Effectiveness of radiation treatment for cancer is limited in hypoxic tumors. Previous data shows that UVC-emitting nanoparticles enhance cytotoxicity of X-ray irradiation in hypoxic tumor cells. This study examines the impact on cell killing, particle size, uptake into cells, incubation time, and UV emission intensity of LuPO₄:Pr³⁺,Nd³⁺. A549 cells are treated with LuPO₄:Pr³⁺,Nd³⁺ and X-rays. The surviving fraction is evaluated using the colony formation assay after treatment of cells with different particle sizes (D₅₀ = 0.16 and 5.05 µm) and after different incubation times before X-ray irradiation. Nanoparticle uptake into cells is verified by transmission electron microscopy and quantified by inductively coupled plasma mass spectrometry. The microparticles exhibit a five times higher emission intensity compared to nanoparticles. Both particle sizes show an increased cytotoxic effect after X-ray excitation with prolonged incubation times.
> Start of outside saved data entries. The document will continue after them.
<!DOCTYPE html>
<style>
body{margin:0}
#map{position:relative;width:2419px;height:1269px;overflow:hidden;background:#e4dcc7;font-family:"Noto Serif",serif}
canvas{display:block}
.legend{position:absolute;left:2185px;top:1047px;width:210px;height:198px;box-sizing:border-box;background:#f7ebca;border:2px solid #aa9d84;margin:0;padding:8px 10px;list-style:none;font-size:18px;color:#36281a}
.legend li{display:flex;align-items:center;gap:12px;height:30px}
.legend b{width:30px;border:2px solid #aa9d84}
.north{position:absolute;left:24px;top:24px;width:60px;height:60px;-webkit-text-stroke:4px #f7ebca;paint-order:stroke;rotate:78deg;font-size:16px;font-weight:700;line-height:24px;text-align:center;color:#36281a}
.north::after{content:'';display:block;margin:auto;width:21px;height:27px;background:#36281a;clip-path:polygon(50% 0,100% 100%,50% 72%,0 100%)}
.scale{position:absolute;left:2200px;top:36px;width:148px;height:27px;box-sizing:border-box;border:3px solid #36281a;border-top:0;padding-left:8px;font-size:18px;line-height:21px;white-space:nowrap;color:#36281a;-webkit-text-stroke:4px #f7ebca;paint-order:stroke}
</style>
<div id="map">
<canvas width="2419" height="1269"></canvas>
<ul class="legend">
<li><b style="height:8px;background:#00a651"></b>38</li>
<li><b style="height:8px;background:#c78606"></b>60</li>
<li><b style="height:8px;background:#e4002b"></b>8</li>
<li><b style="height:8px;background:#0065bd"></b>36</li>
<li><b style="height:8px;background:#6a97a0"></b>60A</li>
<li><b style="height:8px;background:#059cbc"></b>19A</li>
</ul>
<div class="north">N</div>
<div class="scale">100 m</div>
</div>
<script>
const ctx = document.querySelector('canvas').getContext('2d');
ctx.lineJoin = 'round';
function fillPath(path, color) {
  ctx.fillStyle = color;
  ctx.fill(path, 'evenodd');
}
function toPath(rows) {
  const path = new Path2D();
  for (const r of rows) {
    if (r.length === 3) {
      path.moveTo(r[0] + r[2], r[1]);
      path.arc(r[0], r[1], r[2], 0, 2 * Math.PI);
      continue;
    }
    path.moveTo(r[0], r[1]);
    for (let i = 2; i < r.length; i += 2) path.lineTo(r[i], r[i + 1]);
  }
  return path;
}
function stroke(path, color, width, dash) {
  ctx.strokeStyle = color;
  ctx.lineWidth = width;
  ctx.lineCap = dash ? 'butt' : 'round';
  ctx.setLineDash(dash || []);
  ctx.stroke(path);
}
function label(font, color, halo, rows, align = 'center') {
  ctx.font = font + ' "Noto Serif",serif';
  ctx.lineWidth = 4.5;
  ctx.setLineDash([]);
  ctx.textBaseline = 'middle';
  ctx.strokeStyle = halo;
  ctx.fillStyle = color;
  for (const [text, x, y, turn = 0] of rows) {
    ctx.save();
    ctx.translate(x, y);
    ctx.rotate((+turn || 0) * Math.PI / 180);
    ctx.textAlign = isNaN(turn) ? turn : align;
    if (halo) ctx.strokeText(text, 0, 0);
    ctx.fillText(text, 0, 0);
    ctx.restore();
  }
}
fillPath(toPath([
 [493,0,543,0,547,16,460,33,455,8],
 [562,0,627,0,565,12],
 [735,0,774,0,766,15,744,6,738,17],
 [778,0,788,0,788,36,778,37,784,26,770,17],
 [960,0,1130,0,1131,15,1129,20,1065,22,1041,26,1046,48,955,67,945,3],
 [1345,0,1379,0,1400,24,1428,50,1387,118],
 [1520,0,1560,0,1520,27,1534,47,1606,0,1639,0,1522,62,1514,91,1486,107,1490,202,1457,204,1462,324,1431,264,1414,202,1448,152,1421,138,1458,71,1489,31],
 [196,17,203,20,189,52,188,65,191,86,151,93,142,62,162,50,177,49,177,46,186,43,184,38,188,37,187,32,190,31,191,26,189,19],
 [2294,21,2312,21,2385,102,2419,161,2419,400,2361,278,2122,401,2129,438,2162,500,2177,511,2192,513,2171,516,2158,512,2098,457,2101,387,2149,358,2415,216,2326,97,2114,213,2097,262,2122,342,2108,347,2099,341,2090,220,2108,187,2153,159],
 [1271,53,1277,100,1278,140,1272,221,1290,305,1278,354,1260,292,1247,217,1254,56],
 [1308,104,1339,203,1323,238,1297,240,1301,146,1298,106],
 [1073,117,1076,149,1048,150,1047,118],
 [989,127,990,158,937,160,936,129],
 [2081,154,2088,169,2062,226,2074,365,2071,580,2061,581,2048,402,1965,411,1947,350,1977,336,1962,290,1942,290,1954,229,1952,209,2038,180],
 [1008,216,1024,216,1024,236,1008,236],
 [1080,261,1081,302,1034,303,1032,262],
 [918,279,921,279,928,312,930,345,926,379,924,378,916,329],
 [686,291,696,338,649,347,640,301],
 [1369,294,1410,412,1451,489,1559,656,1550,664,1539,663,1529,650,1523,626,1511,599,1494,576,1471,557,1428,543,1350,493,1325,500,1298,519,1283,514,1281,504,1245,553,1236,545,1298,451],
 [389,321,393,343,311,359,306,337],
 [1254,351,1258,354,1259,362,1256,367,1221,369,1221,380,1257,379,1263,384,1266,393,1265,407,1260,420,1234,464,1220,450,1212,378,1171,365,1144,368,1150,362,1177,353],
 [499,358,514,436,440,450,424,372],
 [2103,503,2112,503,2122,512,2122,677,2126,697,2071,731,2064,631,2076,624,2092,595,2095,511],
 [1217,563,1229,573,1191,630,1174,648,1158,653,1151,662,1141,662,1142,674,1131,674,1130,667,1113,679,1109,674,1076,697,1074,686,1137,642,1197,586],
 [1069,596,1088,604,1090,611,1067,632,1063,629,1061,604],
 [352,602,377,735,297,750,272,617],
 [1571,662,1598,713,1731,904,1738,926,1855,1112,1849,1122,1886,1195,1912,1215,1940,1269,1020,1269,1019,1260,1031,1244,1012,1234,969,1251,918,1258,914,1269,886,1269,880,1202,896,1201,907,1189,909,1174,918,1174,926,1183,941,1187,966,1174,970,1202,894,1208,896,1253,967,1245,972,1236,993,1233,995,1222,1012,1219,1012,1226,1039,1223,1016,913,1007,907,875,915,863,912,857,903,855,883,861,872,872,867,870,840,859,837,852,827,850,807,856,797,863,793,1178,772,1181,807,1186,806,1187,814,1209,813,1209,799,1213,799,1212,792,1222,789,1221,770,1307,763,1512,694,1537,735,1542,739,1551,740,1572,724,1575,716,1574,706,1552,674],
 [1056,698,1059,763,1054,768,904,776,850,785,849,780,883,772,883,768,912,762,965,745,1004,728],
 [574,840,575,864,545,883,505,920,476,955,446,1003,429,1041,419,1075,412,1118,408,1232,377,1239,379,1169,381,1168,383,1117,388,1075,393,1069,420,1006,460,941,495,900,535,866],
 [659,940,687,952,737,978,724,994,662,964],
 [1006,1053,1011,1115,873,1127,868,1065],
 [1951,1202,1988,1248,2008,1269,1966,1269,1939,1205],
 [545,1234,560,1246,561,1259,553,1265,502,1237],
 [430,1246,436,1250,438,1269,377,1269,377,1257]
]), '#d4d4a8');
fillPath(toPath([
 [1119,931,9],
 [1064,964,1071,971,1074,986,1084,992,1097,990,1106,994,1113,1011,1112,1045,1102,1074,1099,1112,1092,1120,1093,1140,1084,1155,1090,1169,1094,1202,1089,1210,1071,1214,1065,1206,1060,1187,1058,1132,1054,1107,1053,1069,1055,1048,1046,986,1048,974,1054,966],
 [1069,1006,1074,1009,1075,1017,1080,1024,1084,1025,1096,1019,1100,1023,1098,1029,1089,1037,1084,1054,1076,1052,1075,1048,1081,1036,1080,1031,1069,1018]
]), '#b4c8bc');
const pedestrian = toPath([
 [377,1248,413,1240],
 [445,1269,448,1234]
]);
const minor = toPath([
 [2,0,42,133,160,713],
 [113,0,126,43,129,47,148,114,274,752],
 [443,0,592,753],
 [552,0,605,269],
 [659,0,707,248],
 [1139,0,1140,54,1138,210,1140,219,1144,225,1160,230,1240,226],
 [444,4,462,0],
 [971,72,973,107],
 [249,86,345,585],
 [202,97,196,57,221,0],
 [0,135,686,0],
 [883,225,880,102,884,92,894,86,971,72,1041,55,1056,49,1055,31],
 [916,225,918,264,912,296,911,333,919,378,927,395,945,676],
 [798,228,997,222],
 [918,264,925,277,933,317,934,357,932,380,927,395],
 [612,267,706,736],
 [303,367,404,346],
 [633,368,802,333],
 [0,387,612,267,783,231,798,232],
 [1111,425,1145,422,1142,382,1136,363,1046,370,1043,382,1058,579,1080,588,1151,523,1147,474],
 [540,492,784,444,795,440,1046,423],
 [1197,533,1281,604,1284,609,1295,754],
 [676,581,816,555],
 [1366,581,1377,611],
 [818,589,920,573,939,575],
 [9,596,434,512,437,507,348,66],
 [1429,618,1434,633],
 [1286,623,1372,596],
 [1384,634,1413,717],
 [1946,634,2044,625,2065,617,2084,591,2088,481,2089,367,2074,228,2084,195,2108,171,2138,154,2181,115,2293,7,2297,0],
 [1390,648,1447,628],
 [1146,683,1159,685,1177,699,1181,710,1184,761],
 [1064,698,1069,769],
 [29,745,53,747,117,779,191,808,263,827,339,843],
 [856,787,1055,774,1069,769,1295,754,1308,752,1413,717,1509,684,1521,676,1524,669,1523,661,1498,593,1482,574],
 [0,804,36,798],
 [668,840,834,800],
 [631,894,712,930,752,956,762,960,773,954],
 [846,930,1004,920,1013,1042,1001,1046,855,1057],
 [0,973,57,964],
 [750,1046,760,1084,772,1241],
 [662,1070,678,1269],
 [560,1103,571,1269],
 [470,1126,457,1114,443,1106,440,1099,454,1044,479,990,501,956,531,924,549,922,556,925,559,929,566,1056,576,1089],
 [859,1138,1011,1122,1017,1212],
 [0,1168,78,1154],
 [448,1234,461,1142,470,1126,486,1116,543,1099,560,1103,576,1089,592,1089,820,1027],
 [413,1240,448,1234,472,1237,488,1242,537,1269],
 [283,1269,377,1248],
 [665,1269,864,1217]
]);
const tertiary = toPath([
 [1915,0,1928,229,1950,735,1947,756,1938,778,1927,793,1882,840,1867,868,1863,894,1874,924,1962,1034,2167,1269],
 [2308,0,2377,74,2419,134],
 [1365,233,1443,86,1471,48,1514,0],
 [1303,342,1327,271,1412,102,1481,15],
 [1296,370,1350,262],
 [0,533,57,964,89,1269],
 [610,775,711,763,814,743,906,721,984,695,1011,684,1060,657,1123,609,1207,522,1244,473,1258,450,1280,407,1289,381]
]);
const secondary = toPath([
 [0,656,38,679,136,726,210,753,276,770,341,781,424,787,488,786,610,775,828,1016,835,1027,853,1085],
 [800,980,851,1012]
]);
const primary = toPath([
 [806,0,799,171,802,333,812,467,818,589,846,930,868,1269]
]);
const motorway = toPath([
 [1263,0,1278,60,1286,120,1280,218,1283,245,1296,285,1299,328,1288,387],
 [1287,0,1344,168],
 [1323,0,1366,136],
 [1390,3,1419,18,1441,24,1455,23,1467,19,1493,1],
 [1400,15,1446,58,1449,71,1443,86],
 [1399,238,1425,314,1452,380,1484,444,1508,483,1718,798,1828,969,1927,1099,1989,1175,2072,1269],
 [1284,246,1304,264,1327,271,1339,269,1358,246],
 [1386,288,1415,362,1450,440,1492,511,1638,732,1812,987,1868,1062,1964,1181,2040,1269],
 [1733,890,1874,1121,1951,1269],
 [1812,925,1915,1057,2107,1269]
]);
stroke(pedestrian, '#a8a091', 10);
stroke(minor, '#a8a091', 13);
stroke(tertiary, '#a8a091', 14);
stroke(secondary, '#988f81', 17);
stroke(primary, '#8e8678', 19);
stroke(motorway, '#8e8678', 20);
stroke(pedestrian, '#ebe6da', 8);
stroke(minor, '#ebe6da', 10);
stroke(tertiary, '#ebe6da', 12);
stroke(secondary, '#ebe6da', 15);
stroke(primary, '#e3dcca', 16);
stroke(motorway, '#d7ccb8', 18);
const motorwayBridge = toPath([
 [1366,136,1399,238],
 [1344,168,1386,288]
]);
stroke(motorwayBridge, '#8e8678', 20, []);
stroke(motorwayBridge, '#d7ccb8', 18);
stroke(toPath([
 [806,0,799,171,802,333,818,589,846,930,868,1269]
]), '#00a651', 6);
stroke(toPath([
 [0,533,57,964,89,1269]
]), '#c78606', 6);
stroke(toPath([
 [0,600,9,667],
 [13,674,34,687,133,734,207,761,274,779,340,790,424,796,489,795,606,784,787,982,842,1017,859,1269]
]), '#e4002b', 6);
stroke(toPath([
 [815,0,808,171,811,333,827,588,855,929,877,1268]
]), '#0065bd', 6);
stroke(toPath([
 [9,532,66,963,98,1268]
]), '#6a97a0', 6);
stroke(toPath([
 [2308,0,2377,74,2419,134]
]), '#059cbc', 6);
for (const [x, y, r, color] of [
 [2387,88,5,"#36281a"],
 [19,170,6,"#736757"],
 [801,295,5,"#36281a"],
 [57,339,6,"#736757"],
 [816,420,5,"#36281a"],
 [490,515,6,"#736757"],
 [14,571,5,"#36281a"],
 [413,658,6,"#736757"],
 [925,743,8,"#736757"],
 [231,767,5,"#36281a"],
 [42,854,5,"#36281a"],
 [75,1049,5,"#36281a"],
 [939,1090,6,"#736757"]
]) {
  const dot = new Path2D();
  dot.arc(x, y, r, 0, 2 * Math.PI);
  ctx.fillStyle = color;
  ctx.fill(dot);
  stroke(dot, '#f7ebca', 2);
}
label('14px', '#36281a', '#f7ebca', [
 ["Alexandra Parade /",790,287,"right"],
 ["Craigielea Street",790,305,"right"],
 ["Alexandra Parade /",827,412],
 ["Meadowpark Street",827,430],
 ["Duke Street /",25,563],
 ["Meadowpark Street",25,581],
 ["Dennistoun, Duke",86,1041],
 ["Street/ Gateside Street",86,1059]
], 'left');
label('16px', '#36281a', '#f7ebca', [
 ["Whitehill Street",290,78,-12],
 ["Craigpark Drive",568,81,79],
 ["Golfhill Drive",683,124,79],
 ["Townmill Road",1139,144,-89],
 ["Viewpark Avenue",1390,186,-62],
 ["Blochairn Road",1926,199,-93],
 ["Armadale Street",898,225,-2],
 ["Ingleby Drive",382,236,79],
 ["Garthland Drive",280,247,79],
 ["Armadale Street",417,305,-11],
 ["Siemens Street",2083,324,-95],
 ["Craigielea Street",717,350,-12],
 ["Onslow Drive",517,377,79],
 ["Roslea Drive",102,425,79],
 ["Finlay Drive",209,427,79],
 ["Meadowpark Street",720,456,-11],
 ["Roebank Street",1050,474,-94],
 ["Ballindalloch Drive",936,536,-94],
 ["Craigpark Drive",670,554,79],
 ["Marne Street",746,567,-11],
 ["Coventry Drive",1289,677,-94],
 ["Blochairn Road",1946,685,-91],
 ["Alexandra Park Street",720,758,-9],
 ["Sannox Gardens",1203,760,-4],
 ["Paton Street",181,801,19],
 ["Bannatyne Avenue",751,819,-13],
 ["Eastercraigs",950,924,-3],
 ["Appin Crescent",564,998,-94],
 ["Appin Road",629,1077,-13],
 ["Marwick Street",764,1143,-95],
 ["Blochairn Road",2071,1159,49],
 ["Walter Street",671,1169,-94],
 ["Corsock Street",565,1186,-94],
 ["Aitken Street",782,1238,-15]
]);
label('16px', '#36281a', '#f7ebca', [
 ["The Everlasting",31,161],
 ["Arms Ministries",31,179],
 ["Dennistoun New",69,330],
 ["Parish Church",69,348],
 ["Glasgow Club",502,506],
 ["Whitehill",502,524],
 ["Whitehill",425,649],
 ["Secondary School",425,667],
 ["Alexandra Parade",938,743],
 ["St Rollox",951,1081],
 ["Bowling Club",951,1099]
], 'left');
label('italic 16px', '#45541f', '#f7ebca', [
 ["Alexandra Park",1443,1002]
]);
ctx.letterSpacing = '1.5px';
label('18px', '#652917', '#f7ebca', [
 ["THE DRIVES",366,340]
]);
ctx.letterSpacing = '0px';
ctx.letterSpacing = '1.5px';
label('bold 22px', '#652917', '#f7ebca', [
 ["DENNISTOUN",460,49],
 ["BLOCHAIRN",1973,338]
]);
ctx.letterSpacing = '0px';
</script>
Surprisingly, the smaller nanoparticles show a significantly higher biological effect compared to the larger particles, despite their significantly lower UVC emission. Nanoparticles accumulate more quickly and closer to the nucleus than the microparticles, resulting in higher localized UVC emission and greater lethality. The results suggest that the number of intracellular particles and their proximity to the cell DNA is more important than the emission intensity of the particles.